Configuring Terracotta Clusters For High Availability

Introduction

High Availability (HA) is an implementation designed to maintain uptime and access to services even during component overloads and failures. Terracotta clusters offer simple and scalable HA implementations based on the Terracotta Server Array (see Terracotta Server Arrays for more information).

The main features of a Terracotta HA architecture include:

  • Instant failover using a hot standby or multiple active servers – provides continuous uptime and services
  • Configurable automatic internode monitoring – Terracotta HealthChecker
  • Automatic permanent storage of all current shared (in-memory) data – available to all server instances (no loss of application state)
  • Automatic reconnection of temporarily disconnected server instances and clients – restores hot standbys without operator intervention, allows "lost" clients to reconnect

    Client reconnection refers to reconnecting clients that have not yet been disconnected from the cluster by the Terracotta Server Array. To learn about reconnecting Enterprise Ehcache clients that have been disconnected from their cluster, see Using Rejoin to Automatically Reconnect Terracotta Clients.

TIP: Nomenclature
This document may refer to a Terracotta server instance as L2, and a Terracotta client (the node running your application) as L1. These are the shorthand references used in Terracotta configuration files.

It is important to thoroughly test any High Availability setup before going to production. Suggestions for testing High Availability configurations are provided in this document.

Common Causes of Failures in a Cluster

Failures in a cluster include L1s being ejected, standby L2s becoming active and attempting to take over the cluster while the original active L2 is still functional, long pauses in cluster operations, and even complete cluster failure.

The most common causes of failures in a cluster are interruptions in the network and long Java GC cycles on particular nodes. Tuning the HealthChecker and reconnect features can reduce or eliminate these two problems. However, additional actions should also be considered.

Sporadic disruptions in network connections between L2s and between L2s and L1s can be difficult to track down. Be sure to thoroughly test all network segments connecting the nodes in a cluster, and also test network hardware. Check for speed, noise, reliability, and other applications that grab bandwidth.

Long GC cycles can also be helped by the following:

  • Tuning Java GC to work more efficiently with the clustered application.
  • Refactoring clustered applications that unnecessarily create too much garbage.
  • Ensuring that the problem node has enough memory allocated to the heap.

Other sources of failures in a cluster are disks that are nearly full or are running slowly, and running other applications that compete for a node’s resources.

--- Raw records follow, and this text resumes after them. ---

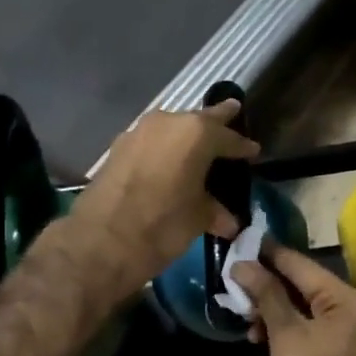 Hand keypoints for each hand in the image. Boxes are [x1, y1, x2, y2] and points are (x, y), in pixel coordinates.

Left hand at [70, 101, 258, 298]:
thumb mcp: (198, 219)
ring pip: (171, 128)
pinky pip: (151, 142)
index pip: (228, 137)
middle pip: (198, 120)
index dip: (243, 146)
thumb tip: (229, 221)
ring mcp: (138, 132)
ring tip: (199, 146)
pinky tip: (168, 163)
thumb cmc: (162, 226)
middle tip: (232, 114)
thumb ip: (215, 211)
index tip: (253, 151)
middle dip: (216, 123)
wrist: (102, 240)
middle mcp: (167, 122)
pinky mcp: (118, 147)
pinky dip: (163, 149)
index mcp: (196, 134)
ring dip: (185, 136)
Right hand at [232, 243, 355, 355]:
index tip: (244, 241)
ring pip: (310, 309)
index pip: (304, 266)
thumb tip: (242, 264)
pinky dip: (292, 329)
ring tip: (246, 317)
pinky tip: (263, 335)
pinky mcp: (351, 351)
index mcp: (352, 300)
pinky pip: (318, 328)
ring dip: (277, 311)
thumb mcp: (285, 336)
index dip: (271, 255)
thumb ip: (266, 294)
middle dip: (270, 287)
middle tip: (236, 282)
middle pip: (308, 287)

Using BigMemory to Alleviate GC Slowdowns

Terracotta BigMemory allows L2s to use memory outside of the Java object heap. This also helps prevent another common cause of slowdowns: swapping. Swapping occurs when the system must use disk space to accomodate a data set that is too large for the heap. See Improving Server Performance With BigMemory.

HealthChecker can also be tuned to allow for GC or network interruptions.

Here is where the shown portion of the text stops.